Ione and I pulled into a small canyon off a dirt road in the Grand Escalante. We'd been on the road for a week and had made the transition from home to the bus, from place, to place to place. I knew it wouldn't take long for me as I'd done this numerous times over the previous 40 years. But I'd wondered about Ione. She had always had a light presence in any of her living situations, but had never ever just left everything behind before.
The last week had been really fun, and really stressful. I kept reminding myself that stress in and of itself is neither negative or positive, that it's all about attitude and choosing what to see. Three years of planning and dreaming and building and crafting and storing and going through all the material possessions was fun. We both knew there was an end to that part of the process - the road. But it hadn't been real. The actual leaving didn't have a tangible something to hold. It was always far off in the future.

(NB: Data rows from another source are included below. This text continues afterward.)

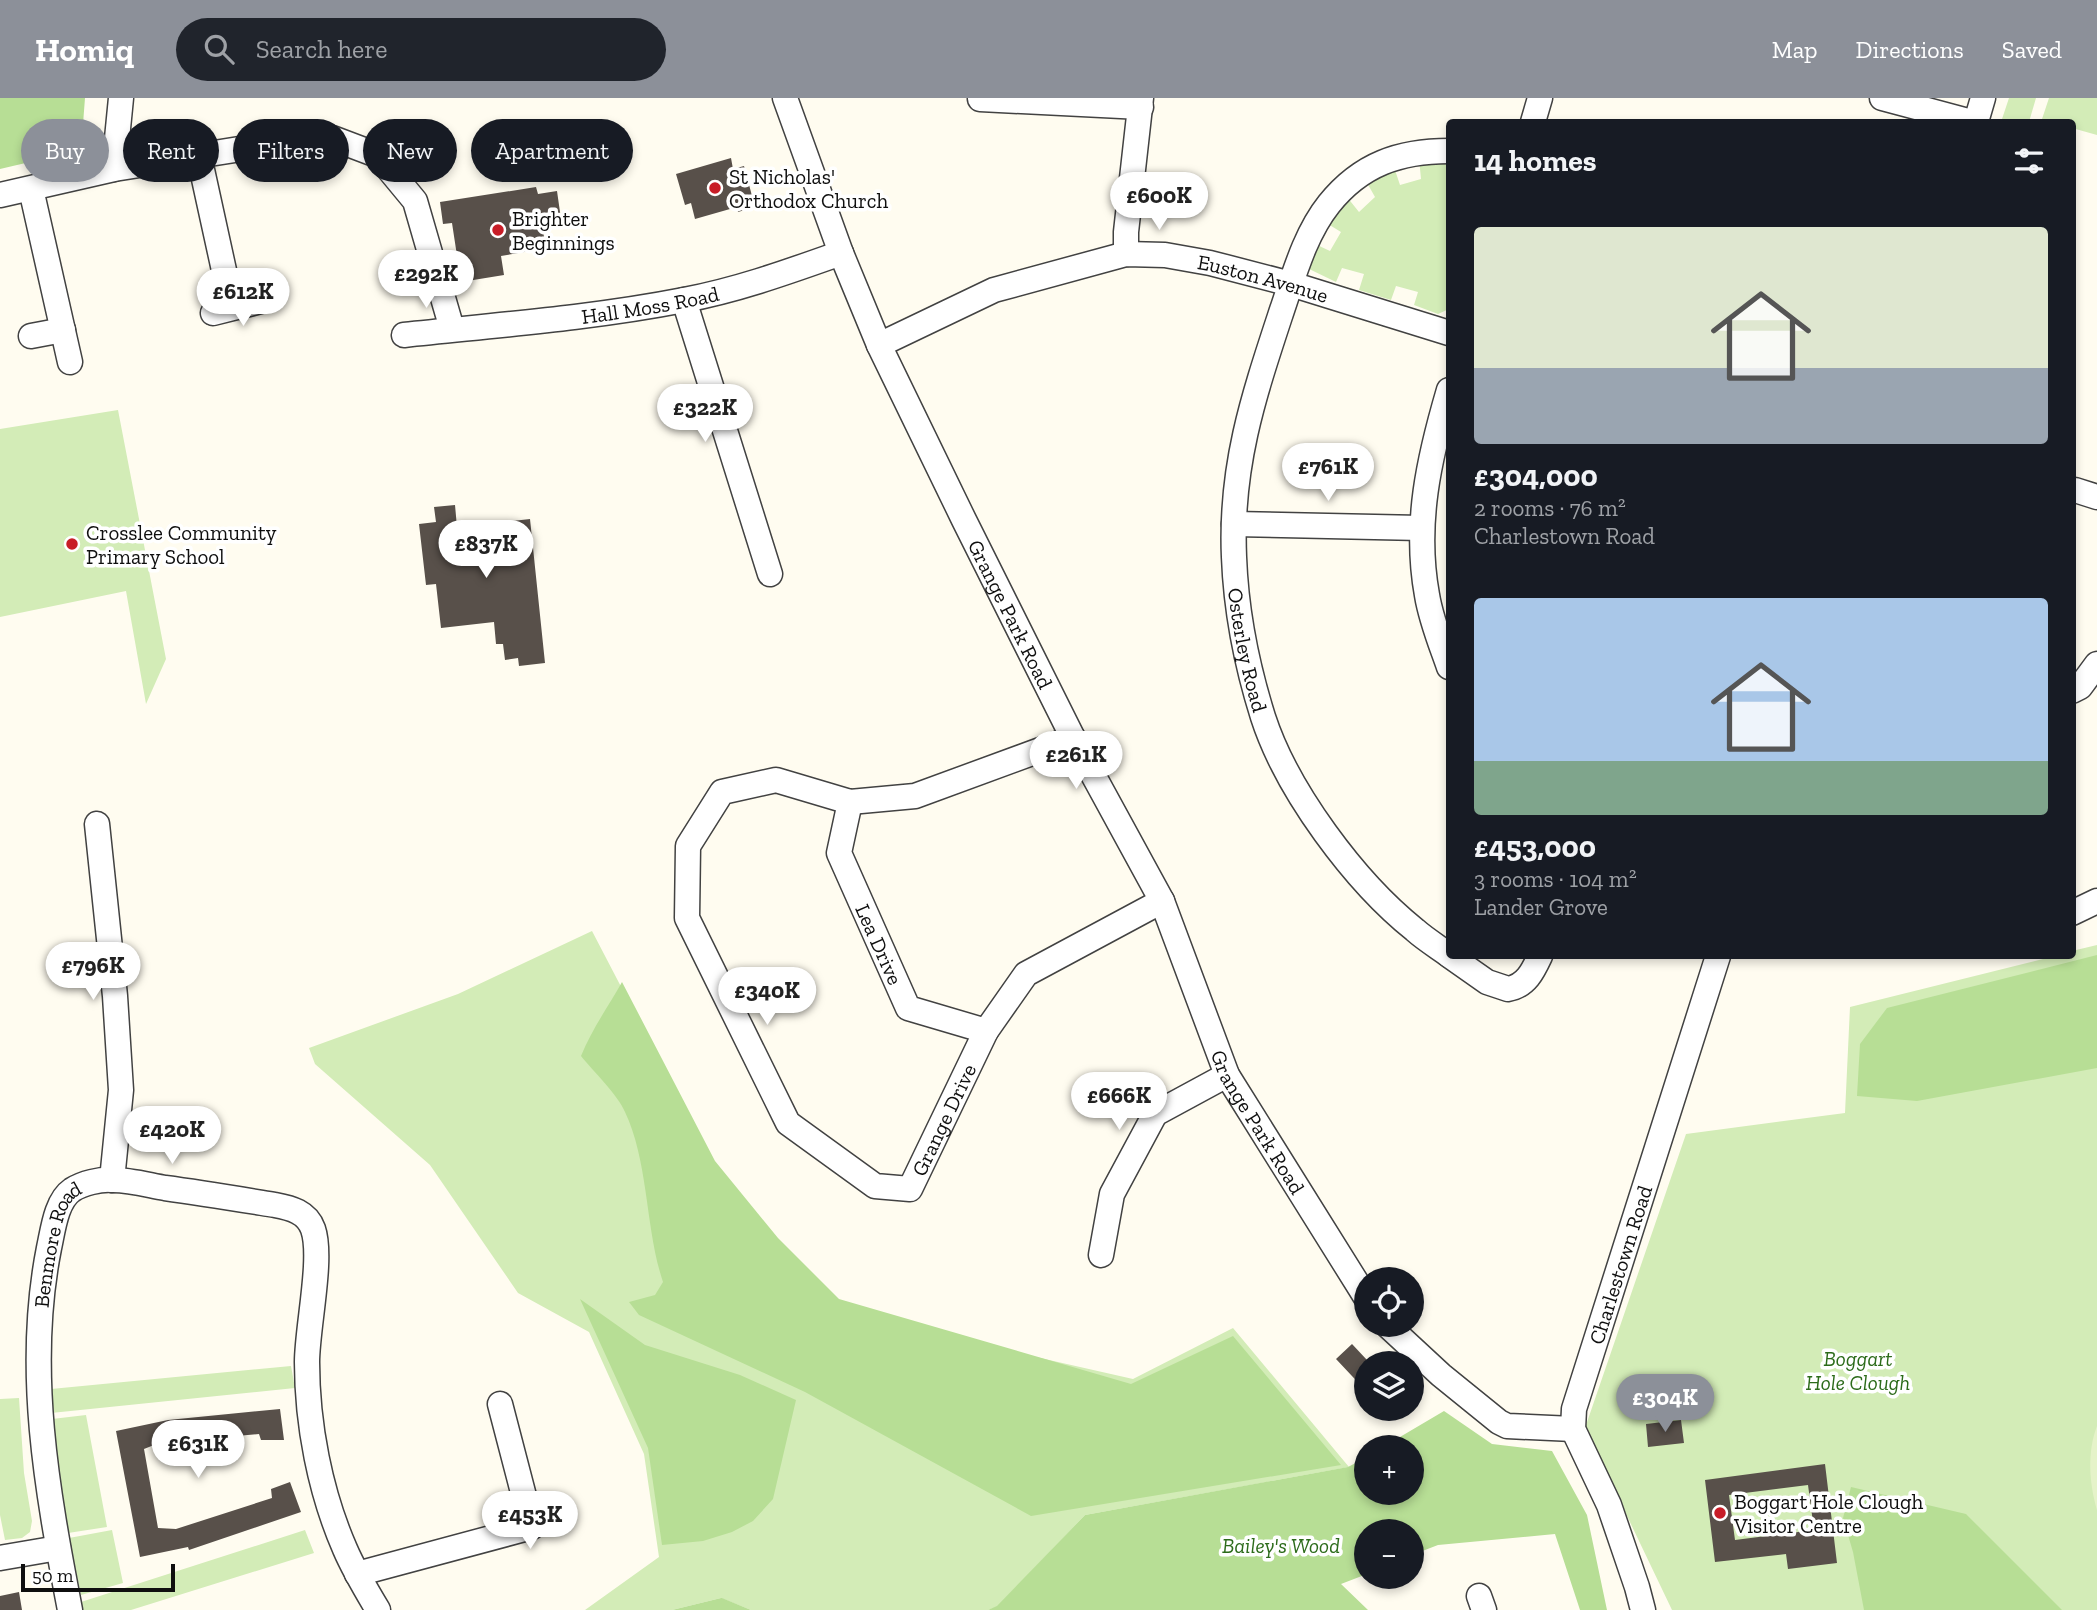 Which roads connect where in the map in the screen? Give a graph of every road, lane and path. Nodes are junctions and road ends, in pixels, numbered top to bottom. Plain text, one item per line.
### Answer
1 (121, 98) edge
2 (785, 98) edge
3 (1540, 98) edge
4 (1882, 98) edge
5 (1983, 98) edge
6 (980, 99) edge
7 (1141, 102) edge
8 (1534, 119) edge
9 (1962, 119) edge
10 (1975, 119) edge
11 (1446, 151) edge
12 (219, 153) edge
13 (123, 168) edge
14 (114, 169) junction
15 (203, 182) edge
16 (30, 189) junction
17 (0, 195) edge
18 (841, 253) junction
19 (1126, 254) junction
20 (1291, 284) junction
21 (684, 300) junction
22 (261, 301) dead end
23 (63, 330) junction
24 (452, 330) junction
25 (1446, 332) edge
26 (404, 335) dead end
27 (31, 336) dead end
28 (879, 345) junction
29 (70, 362) dead end
30 (1446, 401) edge
31 (1234, 524) junction
32 (1422, 528) junction
33 (770, 574) dead end
34 (1446, 657) edge
35 (2097, 664) edge
36 (2076, 689) edge
37 (1073, 738) junction
38 (850, 802) junction
39 (97, 824) dead end
40 (1162, 901) junction
41 (2097, 901) edge
42 (2076, 911) edge
43 (1446, 952) edge
44 (1456, 959) edge
45 (1538, 959) edge
46 (1717, 959) edge
47 (986, 1031) junction
48 (1227, 1075) junction
49 (112, 1180) junction
50 (1101, 1255) dead end
51 (1354, 1278) edge
52 (1400, 1337) edge
53 (500, 1404) dead end
54 (1573, 1429) junction
55 (58, 1548) junction
56 (0, 1558) edge
57 (358, 1574) junction
58 (70, 1610) edge
59 (378, 1610) edge
60 (1643, 1610) edge

1 - 14 street
2 - 18 street, Grange Park Road
3 - 8 street
4 - 9 street
5 - 10 street
6 - 7 street
7 - 19 street
11 - 20 street, Osterley Road
12 - 24 street
13 - 14 street
14 - 16 street
15 - 22 street
16 - 17 street
16 - 23 street
18 - 21 street, Hall Moss Road
18 - 28 street, Grange Park Road
19 - 20 street, Euston Avenue
19 - 28 street, Euston Avenue
20 - 25 street, Euston Avenue
20 - 31 street, Osterley Road
21 - 24 street, Hall Moss Road
21 - 33 street
23 - 27 street
23 - 29 street
24 - 26 street, Hall Moss Road
28 - 37 street, Grange Park Road
30 - 32 street
31 - 32 street
31 - 43 street, Osterley Road
32 - 34 street
35 - 36 street
37 - 38 street, Grange Drive
37 - 40 street, Grange Park Road
38 - 47 street, Lea Drive
38 - 47 street, Grange Drive
39 - 49 street
40 - 47 street, Grange Drive
40 - 48 street, Grange Park Road
41 - 42 street
44 - 45 street, Osterley Road
46 - 54 street, Charlestown Road
48 - 50 street
48 - 51 street, Grange Park Road
49 - 55 street, Benmore Road
49 - 57 street, Benmore Road
52 - 54 street
53 - 57 street
54 - 60 street
55 - 56 street
55 - 58 street, Benmore Road
57 - 59 street, Benmore Road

Leaving Laramie we headed south on US 287. We'd decided we wanted to stay off freeways and experience America's towns and their cultures rather than fast food/gas station complexes on the way to somewhere. One of the nice parts of being 56 for me is the letting go of my need to get from point A to point B. My whole life I'd viewed the road as a place to get me from work to vacation, from vacation spot to vacation spot, and finally, the long drive back to home and work.

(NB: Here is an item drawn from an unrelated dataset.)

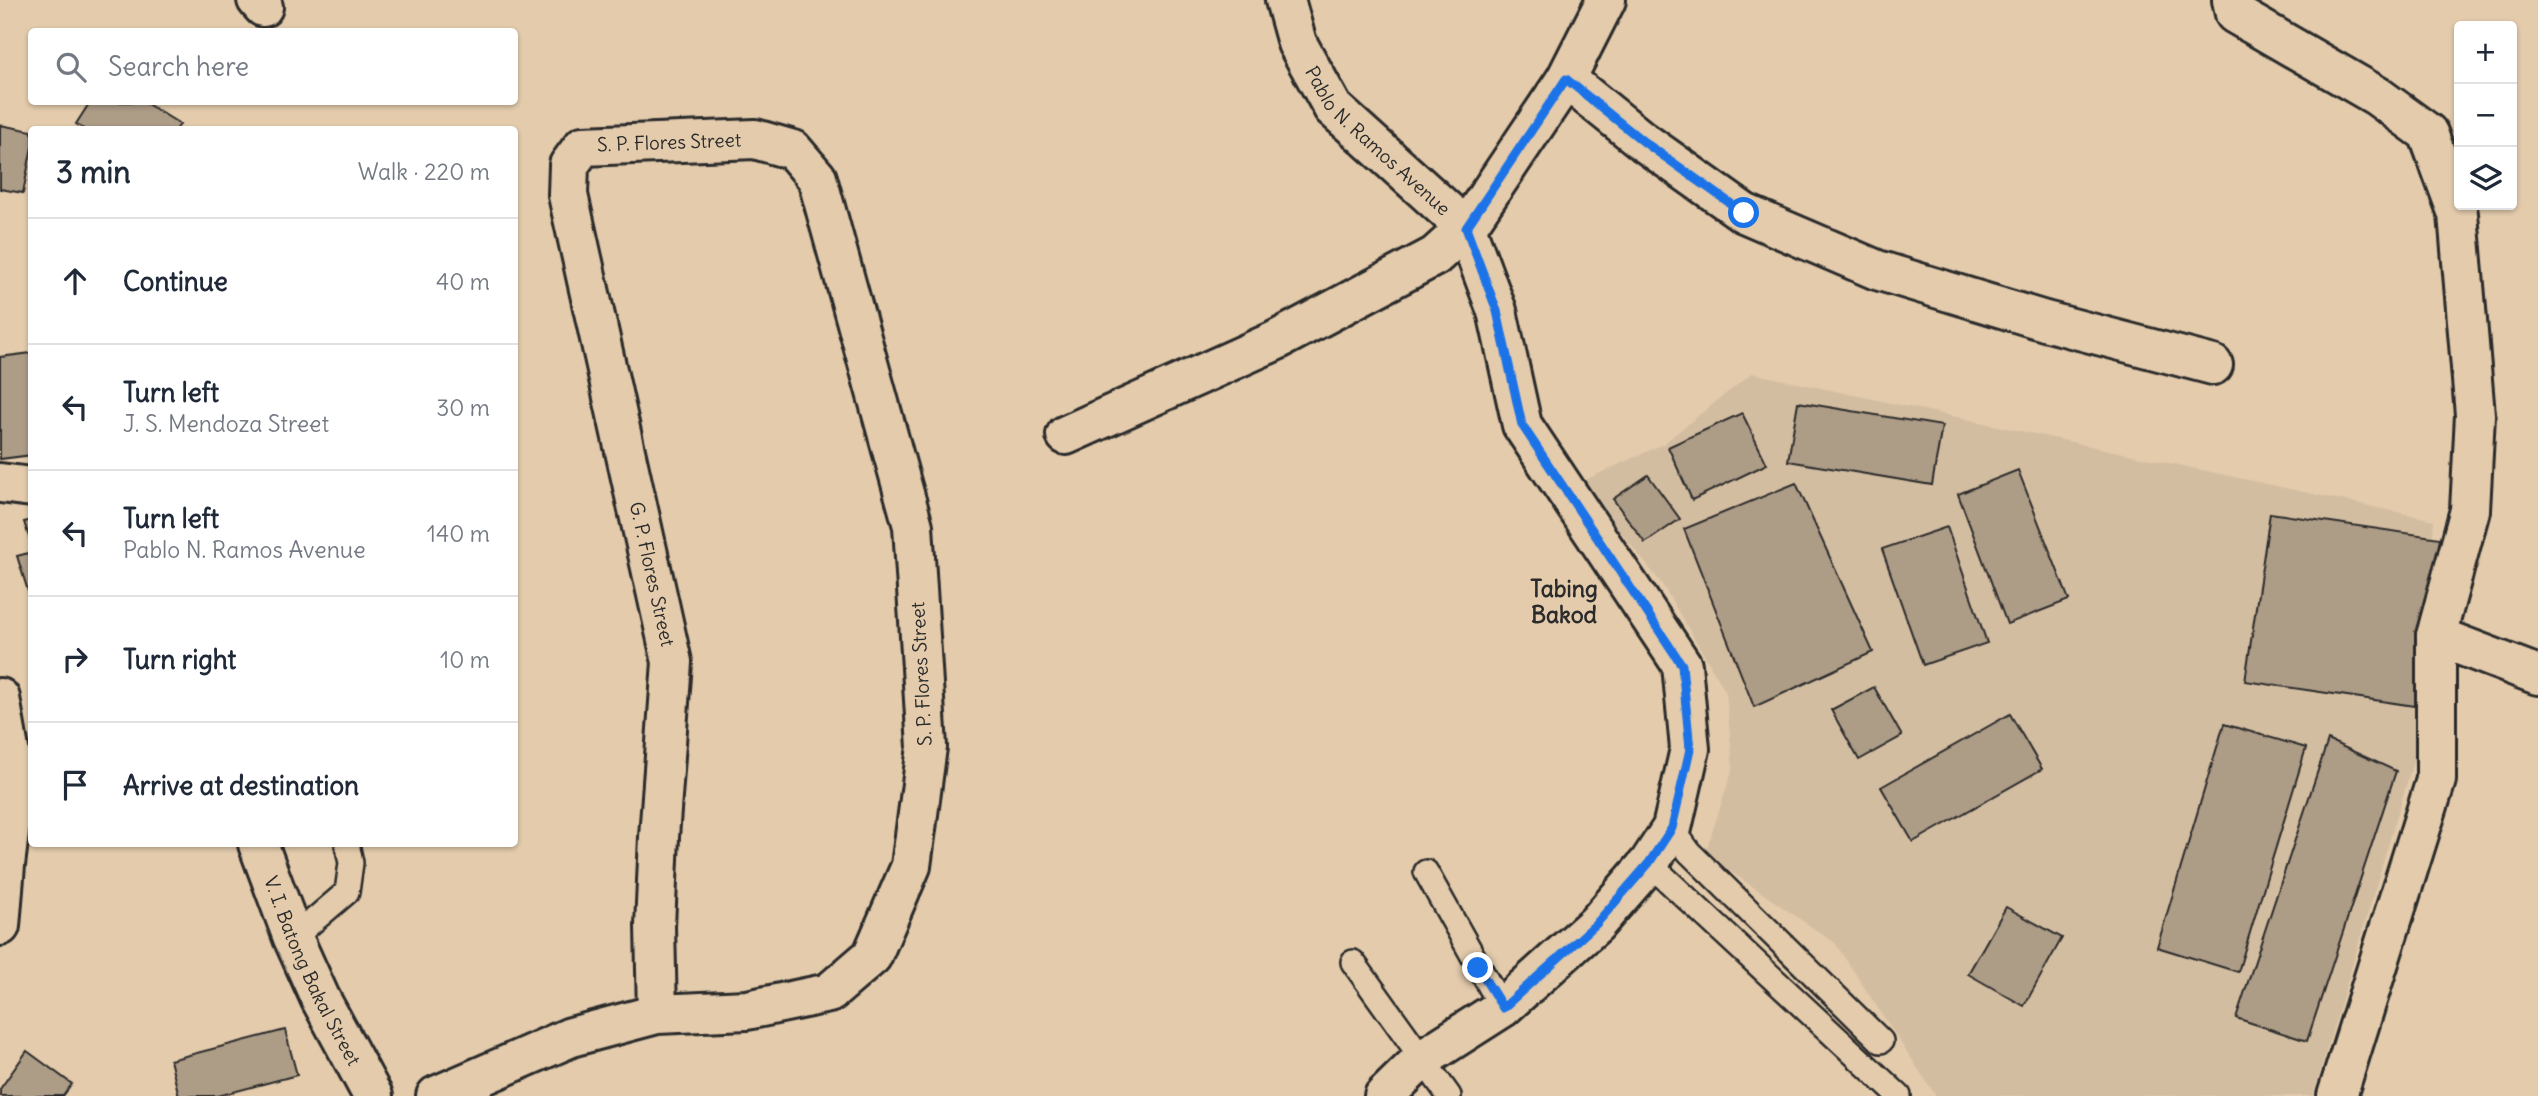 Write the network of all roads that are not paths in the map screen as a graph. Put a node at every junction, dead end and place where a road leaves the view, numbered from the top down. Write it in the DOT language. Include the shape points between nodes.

The road from Laramie to Ft. Collins unrolls in high desert country, bordered with 10,000' snow-studded ridges and mountains. It goes through a red rock area of sedimentary layers filed with gold - a couple mines are still operating - owned by foreign corporations of course.
That first morning - the first two hours actually, I found myself glancing over at Ione as we snaked our way through the hills and vales of southern Wyoming and northern Colorado. Part of being married, no, one of the best parts of being married, is just being in the same moment with someone I love. I don't need to know what's going on with her. I love watching the moods cross her face as she busies herself actually creating the nest we'd been planning for three years, as she watchs the scenery pass by with a map in her hand, on its way to its home, a moment's pause to notice the world passing by. I think my love for her is as much about just hanging out moment to moment, wondering what's going to happen next as any rapturous melding of spirits. I'm not sure I even know what that means anymore...
All the planning and visioning and imagining and trying to anticipate the low points and how we'd do in all those moments were now part of our history. The act of getting in the bus this morning, saying goodbye to Mike and Helen and their kids, and actually driving away - Wow!!!
I felt a headiness, a top spinning faster and faster. The bus was warm from 15 minutes of goodbyes, idling, standing by. Our home was an entity, a threaded conglomeration of the material and ephemeral, our present moment stretching over three years, and the present moment of shifting gears, watching the tachometer climb to its red line as I pushed the 165 horsepower subaru engine to its regal top end. And watching Ione look back and tear up, clutching her fleece vest and twisting forward to gaze out the windshield into our future - what it may bring...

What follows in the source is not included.